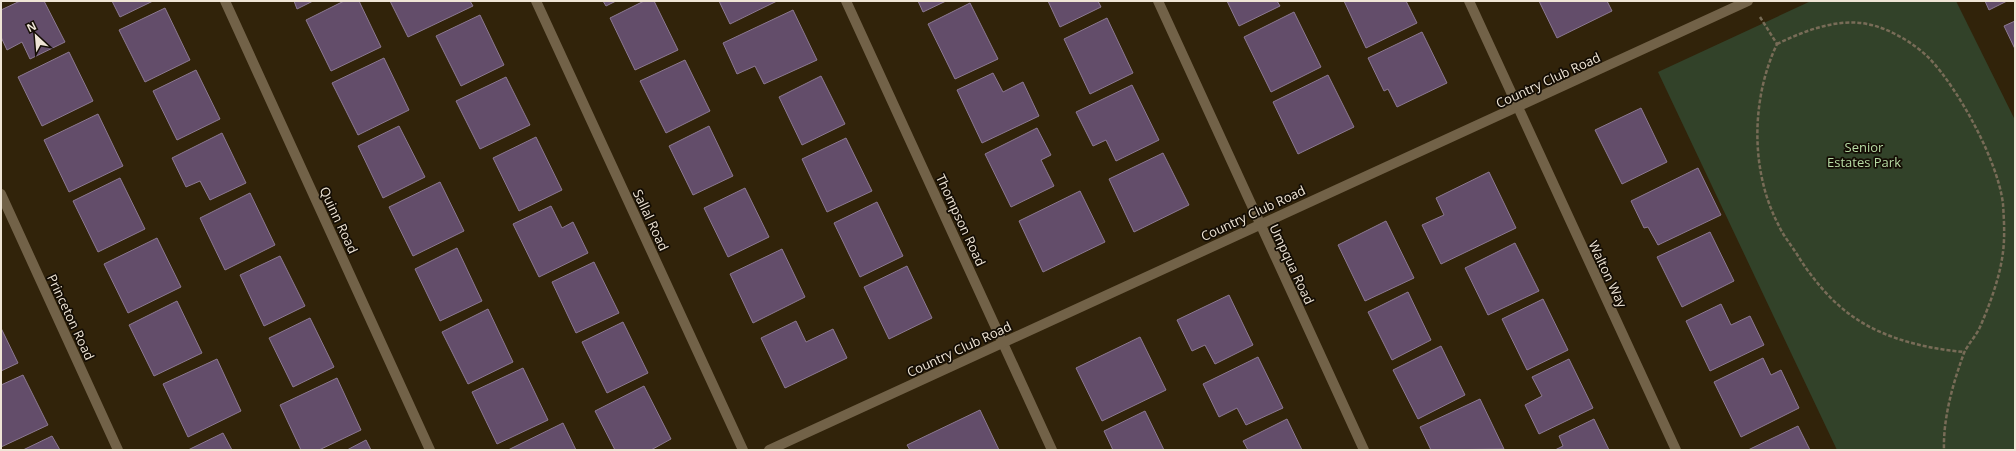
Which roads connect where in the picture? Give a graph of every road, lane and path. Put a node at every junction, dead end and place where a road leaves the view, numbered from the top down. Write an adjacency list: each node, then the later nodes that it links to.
1 (224, 1): 15 (street, Quinn Road)
2 (536, 1): 16 (street, Sallal Road)
3 (846, 1): 12 (street, Thompson Road)
4 (1158, 1): 11 (street, Umpqua Road)
5 (1469, 1): 9 (street, Walton Way)
6 (1748, 1): 9 (street, Country Club Road)
7 (1758, 13): 8 (path)
8 (1777, 44): 13 (path); 13 (path)
9 (1517, 108): 11 (street, Country Club Road); 20 (street, Walton Way)
10 (1, 194): 14 (street, Princeton Road)
11 (1260, 224): 12 (street, Country Club Road); 19 (street, Umpqua Road)
12 (1003, 343): 17 (street, Country Club Road); 18 (street, Thompson Road)
13 (1965, 352): 21 (path)
14 (118, 450)
15 (430, 450)
16 (742, 450)
17 (769, 450)
18 (1052, 450)
19 (1364, 450)
20 (1676, 450)
21 (1944, 450)

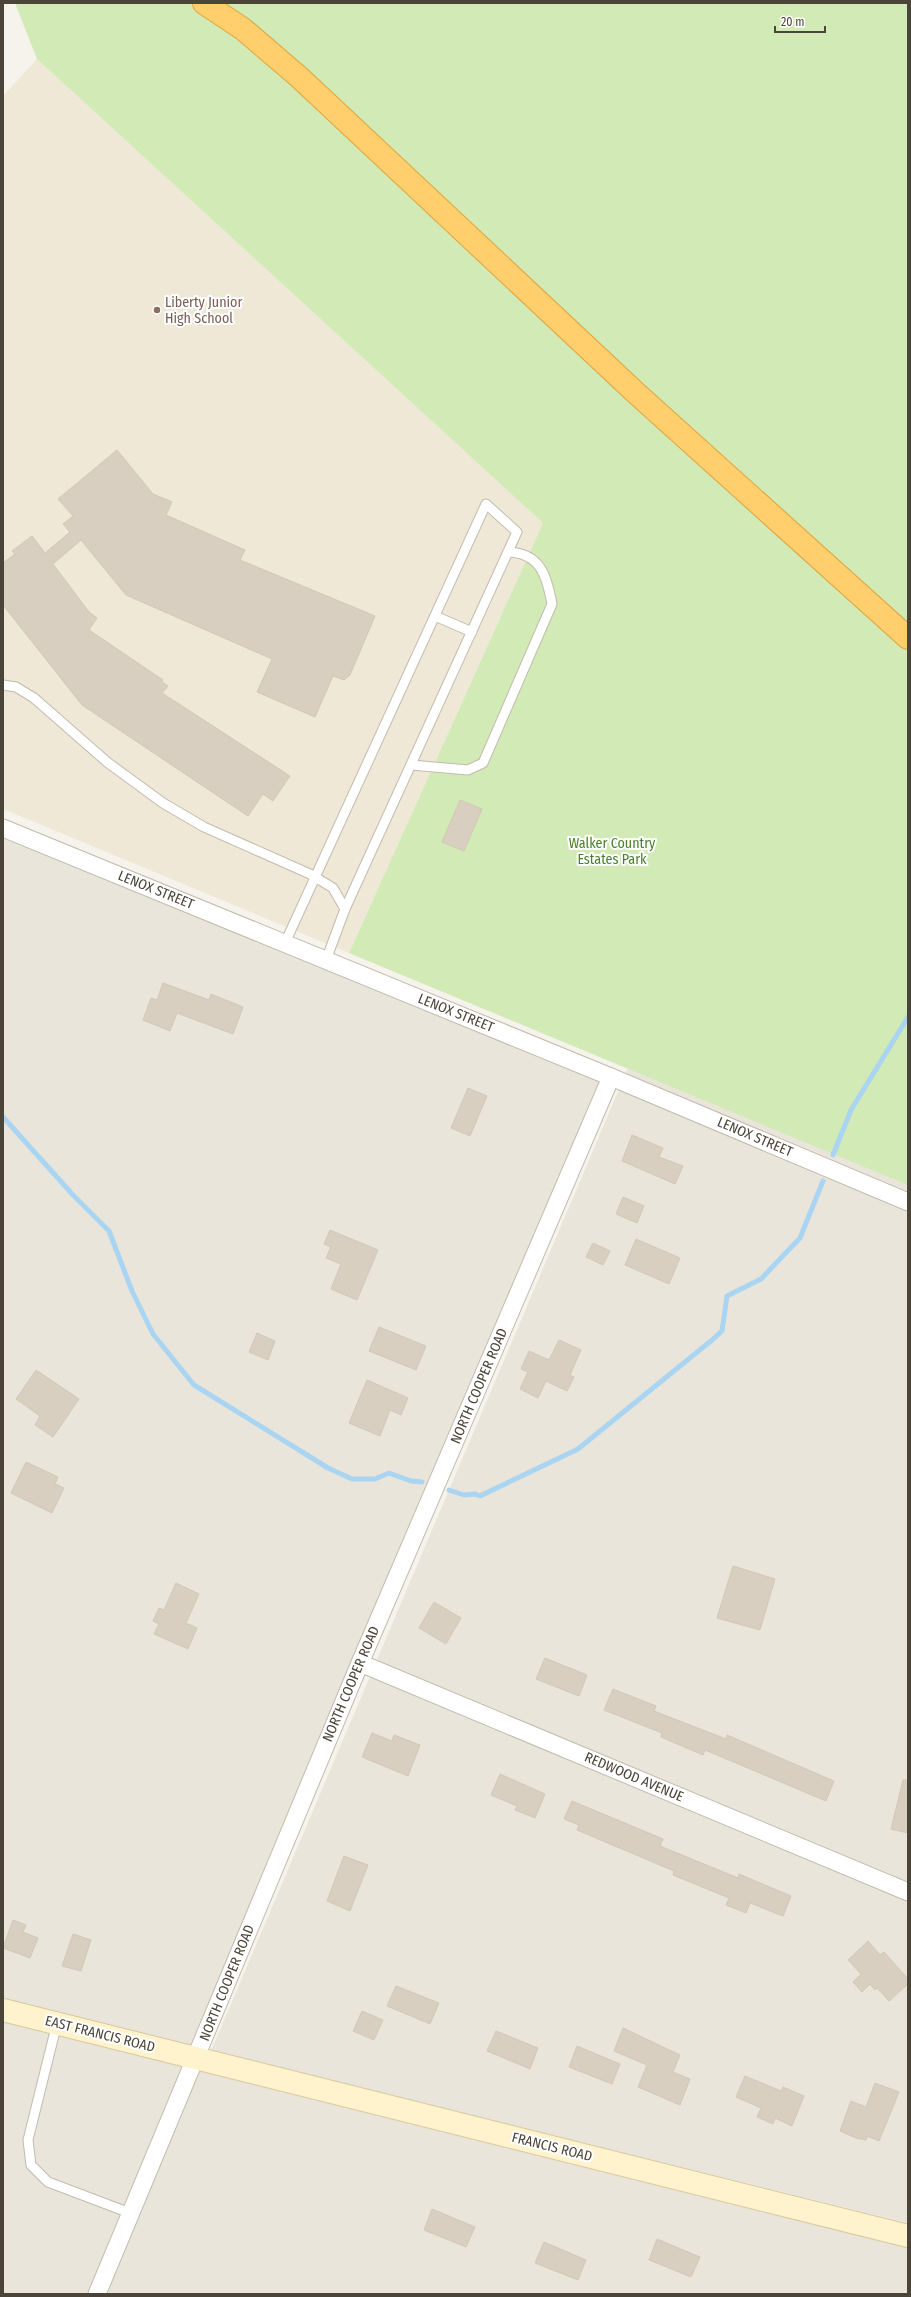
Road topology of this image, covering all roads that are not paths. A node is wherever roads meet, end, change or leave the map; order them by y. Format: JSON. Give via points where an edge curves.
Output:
{"nodes":[{"id":1,"x":204,"y":3,"type":"edge"},
{"id":2,"x":508,"y":552,"type":"junction"},
{"id":3,"x":435,"y":616,"type":"junction"},
{"id":4,"x":472,"y":632,"type":"junction"},
{"id":5,"x":908,"y":638,"type":"edge"},
{"id":6,"x":3,"y":685,"type":"edge"},
{"id":7,"x":411,"y":765,"type":"junction"},
{"id":8,"x":3,"y":828,"type":"edge"},
{"id":9,"x":316,"y":878,"type":"junction"},
{"id":10,"x":345,"y":909,"type":"junction"},
{"id":11,"x":285,"y":943,"type":"junction"},
{"id":12,"x":326,"y":960,"type":"junction"},
{"id":13,"x":611,"y":1077,"type":"junction"},
{"id":14,"x":908,"y":1202,"type":"edge"},
{"id":15,"x":360,"y":1663,"type":"junction"},
{"id":16,"x":908,"y":1892,"type":"edge"},
{"id":17,"x":3,"y":2010,"type":"edge"},
{"id":18,"x":57,"y":2023,"type":"junction"},
{"id":19,"x":196,"y":2058,"type":"junction"},
{"id":20,"x":130,"y":2213,"type":"junction"},
{"id":21,"x":908,"y":2236,"type":"edge"},
{"id":22,"x":97,"y":2294,"type":"edge"}],
"edges":[{"from":1,"to":5,"type":"highway","via":[[243,29],[294,72],[636,393]]},
{"from":2,"to":3,"type":"lane","via":[[517,532],[486,504]]},
{"from":2,"to":4,"type":"lane"},
{"from":2,"to":7,"type":"lane","via":[[518,552],[538,562],[548,581],[552,604],[483,763],[468,770]]},
{"from":3,"to":4,"type":"lane"},
{"from":3,"to":9,"type":"lane"},
{"from":4,"to":7,"type":"lane"},
{"from":6,"to":9,"type":"lane","via":[[16,687],[34,698],[107,762],[163,803],[204,826]]},
{"from":7,"to":10,"type":"lane"},
{"from":8,"to":11,"type":"street","name":"LENOX STREET"},
{"from":9,"to":10,"type":"lane","via":[[333,888]]},
{"from":9,"to":11,"type":"lane"},
{"from":10,"to":12,"type":"lane"},
{"from":11,"to":12,"type":"street","name":"LENOX STREET"},
{"from":12,"to":13,"type":"street","name":"LENOX STREET"},
{"from":13,"to":14,"type":"street","name":"LENOX STREET"},
{"from":13,"to":15,"type":"street","name":"NORTH COOPER ROAD"},
{"from":15,"to":16,"type":"street","name":"REDWOOD AVENUE"},
{"from":15,"to":19,"type":"street","name":"NORTH COOPER ROAD"},
{"from":17,"to":18,"type":"street","name":"EAST FRANCIS ROAD"},
{"from":18,"to":19,"type":"street","name":"EAST FRANCIS ROAD"},
{"from":18,"to":20,"type":"lane","via":[[28,2140],[31,2165],[48,2182]]},
{"from":19,"to":20,"type":"street","name":"NORTH COOPER ROAD"},
{"from":19,"to":21,"type":"street","name":"FRANCIS ROAD"},
{"from":20,"to":22,"type":"street","name":"NORTH COOPER ROAD"}]}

☆ ☆ ☆ ☆ ☆ ☆ ☆

Keep the pictures out and repeat exactly the lines from the beginning of the data through the line that contains "Road topology of", both ends included.

EXERCISE ANSWER >>
Which roads connect where in the picture? Give a graph of every road, lane and path. Put a node at every junction, dead end and place where a road leaves the view, numbered from the top down. Write an adjacency list: each node, then the later nodes that it links to.
1 (224, 1): 15 (street, Quinn Road)
2 (536, 1): 16 (street, Sallal Road)
3 (846, 1): 12 (street, Thompson Road)
4 (1158, 1): 11 (street, Umpqua Road)
5 (1469, 1): 9 (street, Walton Way)
6 (1748, 1): 9 (street, Country Club Road)
7 (1758, 13): 8 (path)
8 (1777, 44): 13 (path); 13 (path)
9 (1517, 108): 11 (street, Country Club Road); 20 (street, Walton Way)
10 (1, 194): 14 (street, Princeton Road)
11 (1260, 224): 12 (street, Country Club Road); 19 (street, Umpqua Road)
12 (1003, 343): 17 (street, Country Club Road); 18 (street, Thompson Road)
13 (1965, 352): 21 (path)
14 (118, 450)
15 (430, 450)
16 (742, 450)
17 (769, 450)
18 (1052, 450)
19 (1364, 450)
20 (1676, 450)
21 (1944, 450)

Road topology of this image, covering all roads that are not paths. A node is wherever roads meet, end, change or leave the map; order them by y. Format: JSON. Give via points where an edge curves.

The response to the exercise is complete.